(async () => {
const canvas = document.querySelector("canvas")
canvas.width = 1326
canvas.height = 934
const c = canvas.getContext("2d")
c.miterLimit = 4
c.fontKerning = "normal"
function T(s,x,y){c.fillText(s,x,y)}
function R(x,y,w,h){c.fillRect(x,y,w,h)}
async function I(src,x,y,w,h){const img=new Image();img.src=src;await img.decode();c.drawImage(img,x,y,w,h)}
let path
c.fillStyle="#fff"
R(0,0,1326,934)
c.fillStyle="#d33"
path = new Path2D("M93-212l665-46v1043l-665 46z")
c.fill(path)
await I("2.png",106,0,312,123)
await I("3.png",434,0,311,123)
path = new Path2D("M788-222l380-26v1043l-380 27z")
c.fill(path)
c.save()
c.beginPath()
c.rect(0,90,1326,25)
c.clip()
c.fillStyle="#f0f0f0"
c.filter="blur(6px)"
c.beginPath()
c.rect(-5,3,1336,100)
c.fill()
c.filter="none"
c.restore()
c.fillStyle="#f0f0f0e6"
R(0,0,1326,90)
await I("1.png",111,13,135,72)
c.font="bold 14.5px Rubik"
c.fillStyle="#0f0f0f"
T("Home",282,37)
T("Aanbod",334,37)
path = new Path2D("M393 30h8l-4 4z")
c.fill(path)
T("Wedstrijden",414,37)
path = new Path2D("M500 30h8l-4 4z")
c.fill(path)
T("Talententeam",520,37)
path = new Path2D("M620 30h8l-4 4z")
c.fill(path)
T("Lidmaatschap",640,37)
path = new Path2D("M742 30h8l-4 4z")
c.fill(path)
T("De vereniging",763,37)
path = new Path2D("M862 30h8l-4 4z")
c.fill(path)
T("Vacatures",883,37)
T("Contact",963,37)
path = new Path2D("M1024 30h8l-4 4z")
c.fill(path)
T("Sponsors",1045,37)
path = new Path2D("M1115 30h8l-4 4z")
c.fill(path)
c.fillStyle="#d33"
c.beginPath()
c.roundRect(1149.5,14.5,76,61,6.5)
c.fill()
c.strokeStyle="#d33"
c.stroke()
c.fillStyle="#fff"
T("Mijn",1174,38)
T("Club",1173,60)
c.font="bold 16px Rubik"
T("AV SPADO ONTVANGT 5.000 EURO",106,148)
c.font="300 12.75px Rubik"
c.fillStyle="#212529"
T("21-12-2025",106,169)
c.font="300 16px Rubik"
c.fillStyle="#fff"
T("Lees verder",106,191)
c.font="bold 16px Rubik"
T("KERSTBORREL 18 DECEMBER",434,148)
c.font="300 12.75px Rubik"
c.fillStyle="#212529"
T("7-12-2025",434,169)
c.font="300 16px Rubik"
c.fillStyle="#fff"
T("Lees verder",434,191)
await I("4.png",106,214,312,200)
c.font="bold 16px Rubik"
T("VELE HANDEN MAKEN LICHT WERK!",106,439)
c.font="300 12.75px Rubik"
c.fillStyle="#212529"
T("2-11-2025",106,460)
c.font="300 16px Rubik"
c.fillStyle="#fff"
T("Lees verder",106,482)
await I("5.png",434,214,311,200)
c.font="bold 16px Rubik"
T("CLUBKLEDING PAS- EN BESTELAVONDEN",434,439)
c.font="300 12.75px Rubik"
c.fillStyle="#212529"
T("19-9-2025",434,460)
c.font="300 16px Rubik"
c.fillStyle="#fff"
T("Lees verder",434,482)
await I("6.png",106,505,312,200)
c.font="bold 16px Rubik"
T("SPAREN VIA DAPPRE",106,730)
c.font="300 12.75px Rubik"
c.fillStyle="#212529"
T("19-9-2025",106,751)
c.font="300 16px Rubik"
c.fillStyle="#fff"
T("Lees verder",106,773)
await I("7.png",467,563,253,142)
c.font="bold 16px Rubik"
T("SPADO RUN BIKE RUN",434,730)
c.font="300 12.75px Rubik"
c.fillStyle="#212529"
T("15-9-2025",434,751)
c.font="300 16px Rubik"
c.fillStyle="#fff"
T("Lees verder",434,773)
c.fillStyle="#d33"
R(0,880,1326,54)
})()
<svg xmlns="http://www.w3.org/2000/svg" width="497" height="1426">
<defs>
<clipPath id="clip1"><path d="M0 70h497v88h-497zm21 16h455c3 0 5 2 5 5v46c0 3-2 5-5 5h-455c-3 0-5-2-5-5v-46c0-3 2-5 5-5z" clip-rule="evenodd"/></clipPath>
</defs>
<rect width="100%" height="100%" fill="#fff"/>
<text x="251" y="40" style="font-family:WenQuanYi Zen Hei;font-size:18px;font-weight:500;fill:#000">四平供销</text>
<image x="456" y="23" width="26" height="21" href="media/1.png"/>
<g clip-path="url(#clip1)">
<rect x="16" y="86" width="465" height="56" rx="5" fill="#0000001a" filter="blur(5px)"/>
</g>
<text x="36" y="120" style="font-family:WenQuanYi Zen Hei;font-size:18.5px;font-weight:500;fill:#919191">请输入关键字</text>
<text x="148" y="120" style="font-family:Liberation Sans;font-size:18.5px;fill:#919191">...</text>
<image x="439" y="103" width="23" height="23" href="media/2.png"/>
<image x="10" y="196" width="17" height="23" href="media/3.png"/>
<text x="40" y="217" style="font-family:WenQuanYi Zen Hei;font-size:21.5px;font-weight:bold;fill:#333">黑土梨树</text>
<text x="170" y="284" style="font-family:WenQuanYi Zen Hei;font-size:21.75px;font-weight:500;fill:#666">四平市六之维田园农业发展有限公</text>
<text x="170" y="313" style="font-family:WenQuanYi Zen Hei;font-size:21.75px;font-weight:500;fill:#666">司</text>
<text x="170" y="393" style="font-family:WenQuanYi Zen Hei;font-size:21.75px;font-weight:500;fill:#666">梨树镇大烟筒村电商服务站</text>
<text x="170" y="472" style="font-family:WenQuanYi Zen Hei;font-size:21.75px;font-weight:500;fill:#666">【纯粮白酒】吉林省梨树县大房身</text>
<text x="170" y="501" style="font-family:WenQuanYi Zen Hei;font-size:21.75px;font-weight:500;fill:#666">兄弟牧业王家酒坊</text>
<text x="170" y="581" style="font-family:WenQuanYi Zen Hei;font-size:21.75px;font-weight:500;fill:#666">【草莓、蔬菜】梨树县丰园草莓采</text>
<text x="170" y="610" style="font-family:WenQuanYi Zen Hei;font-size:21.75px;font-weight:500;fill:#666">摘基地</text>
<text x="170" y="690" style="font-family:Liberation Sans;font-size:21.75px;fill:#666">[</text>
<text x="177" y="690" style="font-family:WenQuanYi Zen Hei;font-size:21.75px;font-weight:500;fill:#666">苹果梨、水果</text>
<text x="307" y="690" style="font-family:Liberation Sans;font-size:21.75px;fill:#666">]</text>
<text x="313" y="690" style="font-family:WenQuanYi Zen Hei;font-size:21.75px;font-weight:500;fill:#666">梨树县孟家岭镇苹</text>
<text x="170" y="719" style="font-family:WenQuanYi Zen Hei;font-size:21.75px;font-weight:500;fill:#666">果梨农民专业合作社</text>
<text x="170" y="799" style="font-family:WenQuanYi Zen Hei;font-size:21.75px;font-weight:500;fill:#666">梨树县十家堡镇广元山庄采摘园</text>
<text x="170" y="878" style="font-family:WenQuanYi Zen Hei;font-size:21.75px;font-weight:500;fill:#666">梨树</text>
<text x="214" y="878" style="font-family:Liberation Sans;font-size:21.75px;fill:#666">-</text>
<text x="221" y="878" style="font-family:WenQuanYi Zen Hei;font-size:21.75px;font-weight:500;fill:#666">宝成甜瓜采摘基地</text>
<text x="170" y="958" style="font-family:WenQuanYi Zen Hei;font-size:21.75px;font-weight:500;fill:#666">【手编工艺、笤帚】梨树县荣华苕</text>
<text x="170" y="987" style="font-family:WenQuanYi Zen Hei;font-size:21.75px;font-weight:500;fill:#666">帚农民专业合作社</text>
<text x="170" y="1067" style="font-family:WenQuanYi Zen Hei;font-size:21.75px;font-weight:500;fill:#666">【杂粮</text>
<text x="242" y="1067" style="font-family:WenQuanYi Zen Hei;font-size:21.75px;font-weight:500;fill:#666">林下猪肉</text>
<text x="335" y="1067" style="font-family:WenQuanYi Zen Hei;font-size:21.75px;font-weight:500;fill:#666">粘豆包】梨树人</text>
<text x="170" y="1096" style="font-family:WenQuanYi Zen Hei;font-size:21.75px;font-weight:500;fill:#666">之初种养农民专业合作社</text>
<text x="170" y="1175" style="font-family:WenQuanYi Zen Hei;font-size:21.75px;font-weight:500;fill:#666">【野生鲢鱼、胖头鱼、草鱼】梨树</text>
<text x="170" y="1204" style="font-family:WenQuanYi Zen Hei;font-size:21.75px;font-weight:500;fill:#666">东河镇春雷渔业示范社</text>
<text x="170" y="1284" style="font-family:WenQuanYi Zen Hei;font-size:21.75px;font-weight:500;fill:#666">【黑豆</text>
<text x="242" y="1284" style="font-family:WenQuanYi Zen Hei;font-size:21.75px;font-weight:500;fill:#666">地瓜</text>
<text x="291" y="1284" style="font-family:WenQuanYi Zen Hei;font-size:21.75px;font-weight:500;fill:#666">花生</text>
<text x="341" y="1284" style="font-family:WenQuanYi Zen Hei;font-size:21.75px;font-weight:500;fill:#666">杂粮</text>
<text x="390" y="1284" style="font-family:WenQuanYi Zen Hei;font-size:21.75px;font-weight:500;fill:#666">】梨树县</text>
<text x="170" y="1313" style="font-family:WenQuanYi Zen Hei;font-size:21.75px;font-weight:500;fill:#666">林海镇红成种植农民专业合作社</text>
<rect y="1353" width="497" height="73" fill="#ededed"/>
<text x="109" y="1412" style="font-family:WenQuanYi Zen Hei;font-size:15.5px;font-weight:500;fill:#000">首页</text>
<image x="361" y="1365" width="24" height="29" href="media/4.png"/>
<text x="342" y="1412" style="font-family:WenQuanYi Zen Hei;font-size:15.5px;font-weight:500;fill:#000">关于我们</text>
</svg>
++++++++
- _Problem_: Scan the records for the word "async". Copy each line where it turns up.

- _Exercise output_:
(async () => {
async function I(src,x,y,w,h){const img=new Image();img.src=src;await img.decode();c.drawImage(img,x,y,w,h)}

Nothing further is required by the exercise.